A lot of fillings are prone to burning, an obvious example would be raisins. If they stick out of the bread in your hot oven, chances are they get scorched. Herbs also need to be protected by the bread dough to prevent them from burning and losing all their flavour. Other fillings work great if exposed to the oven heat (e.g. cheeses).
So, apart from appearance, think about whether your filling should be protected by the dough or not. Also, think about whether they’ll release a lot of steam (which you might not want within your bread) or oil. We’ll discuss four major methods:
- Swirls – works best for fillings that can endure some heat since part of it will be exposed to the oven hit and for fillings that are don’t contain too big pieces
- Rolls – works great for protecting your fillings well by rolling them completely within the dough. They couldn’t be too liquid or fatty since all of that will remain within your dough
- Encasing – works best for sturdy fillings that can cook within the enclosure
- Mixed within the dough – protects the fillings well and will give the most homogeneous distribution of your filling. You can’t add as much filling generally though, nor something that will affect the texture and structure of your dough
The first three methods will allow you to make your dough first and let it prove. You will only add the fillings once you start shaping your bread.
If you’ve got a bread with a filling with smaller pieces, for instance chocolate pieces or chopped nuts, making a ‘swirl’ is a fancy way to shape your bread. It’s the bread at the top of this post. So how does it work?
How it’s done
This method starts by rolling out your dough into a rectangle or square. Don’t roll it out super thin and make sure it doesn’t stick to the bottom. Then sprinkle your filling around generously. Roll up the dough to incorporate the filling well. So far, it’s very similar to the rolls method above, however, from now on we start deviating. You now have a long strand of rolled dough, you might want to roll them a little thinner if it’s a very thick roll.
Now take your roll and starting from about 2 cm (1 inch) from one end cut the roll in the middle along the long side. In essence, you’re splitting your one long strand into two long strands and doing so you open up the filling of the roll. Take care, it might fall out here.
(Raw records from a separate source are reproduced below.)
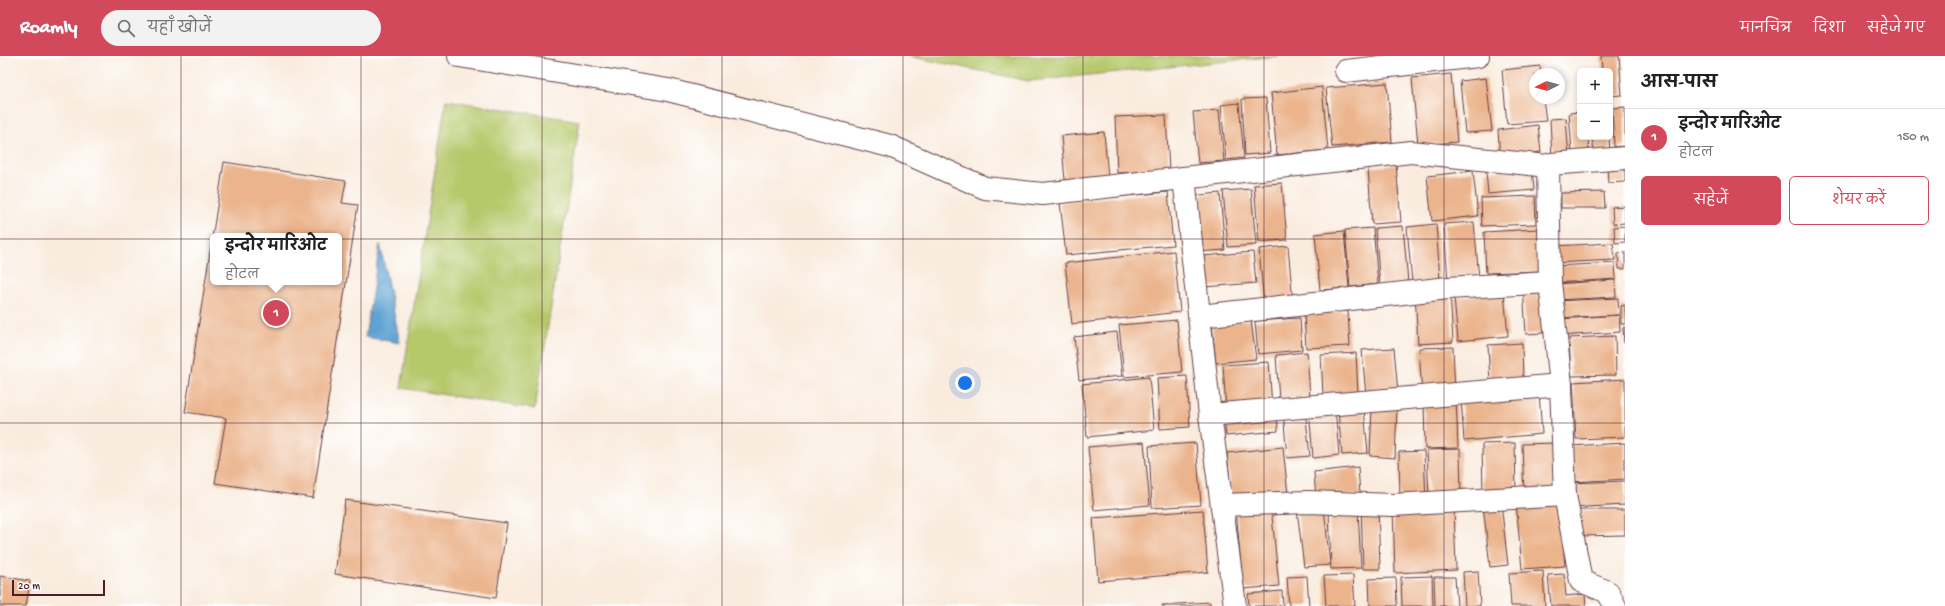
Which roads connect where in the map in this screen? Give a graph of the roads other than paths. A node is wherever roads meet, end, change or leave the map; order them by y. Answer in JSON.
{"nodes":[{"id":1,"x":459,"y":56,"type":"edge"},
{"id":2,"x":1478,"y":56,"type":"edge"},
{"id":3,"x":1346,"y":70,"type":"dead end"},
{"id":4,"x":1625,"y":158,"type":"edge"},
{"id":5,"x":1548,"y":166,"type":"junction"},
{"id":6,"x":1184,"y":178,"type":"junction"},
{"id":7,"x":1550,"y":282,"type":"junction"},
{"id":8,"x":1200,"y":316,"type":"junction"},
{"id":9,"x":1561,"y":385,"type":"junction"},
{"id":10,"x":1210,"y":416,"type":"junction"},
{"id":11,"x":1565,"y":495,"type":"junction"},
{"id":12,"x":1222,"y":505,"type":"junction"},
{"id":13,"x":1235,"y":606,"type":"edge"},
{"id":14,"x":1615,"y":606,"type":"edge"}],
"edges":[{"from":1,"to":6,"type":"street"},
{"from":2,"to":3,"type":"street"},
{"from":4,"to":5,"type":"street"},
{"from":5,"to":6,"type":"street"},
{"from":5,"to":7,"type":"street"},
{"from":6,"to":8,"type":"street"},
{"from":7,"to":8,"type":"street"},
{"from":7,"to":9,"type":"street"},
{"from":8,"to":10,"type":"street"},
{"from":9,"to":10,"type":"street"},
{"from":9,"to":11,"type":"street"},
{"from":10,"to":12,"type":"street"},
{"from":11,"to":12,"type":"street"},
{"from":11,"to":14,"type":"street"},
{"from":12,"to":13,"type":"street"}]}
Since one end of your strand is still connected to each other you can now swirl the two sides along side each other. Try to keep the open filling side on the top and swirl them around one another. It’s a bit like braiding, but then with two instead of three strands. Once you’ve swirled the two strands you can either fill a bread pan with it by folding it over one another or you can roll it into a round baking pan.
Why it works
This method only works if you’ve got plenty of filling. There needs to be enough to cover the whole surface of the rolled out dough. The filling is what keeps the different layers of dough well separated. It prevents them from sticking together and opening up again when you swirl them around each other.
This also has the advantage that the bread has a lot of ways to grow to. It isn’t constrained in one particular direction. You can see quite a bit of a rise in the second proof after shaping this bread.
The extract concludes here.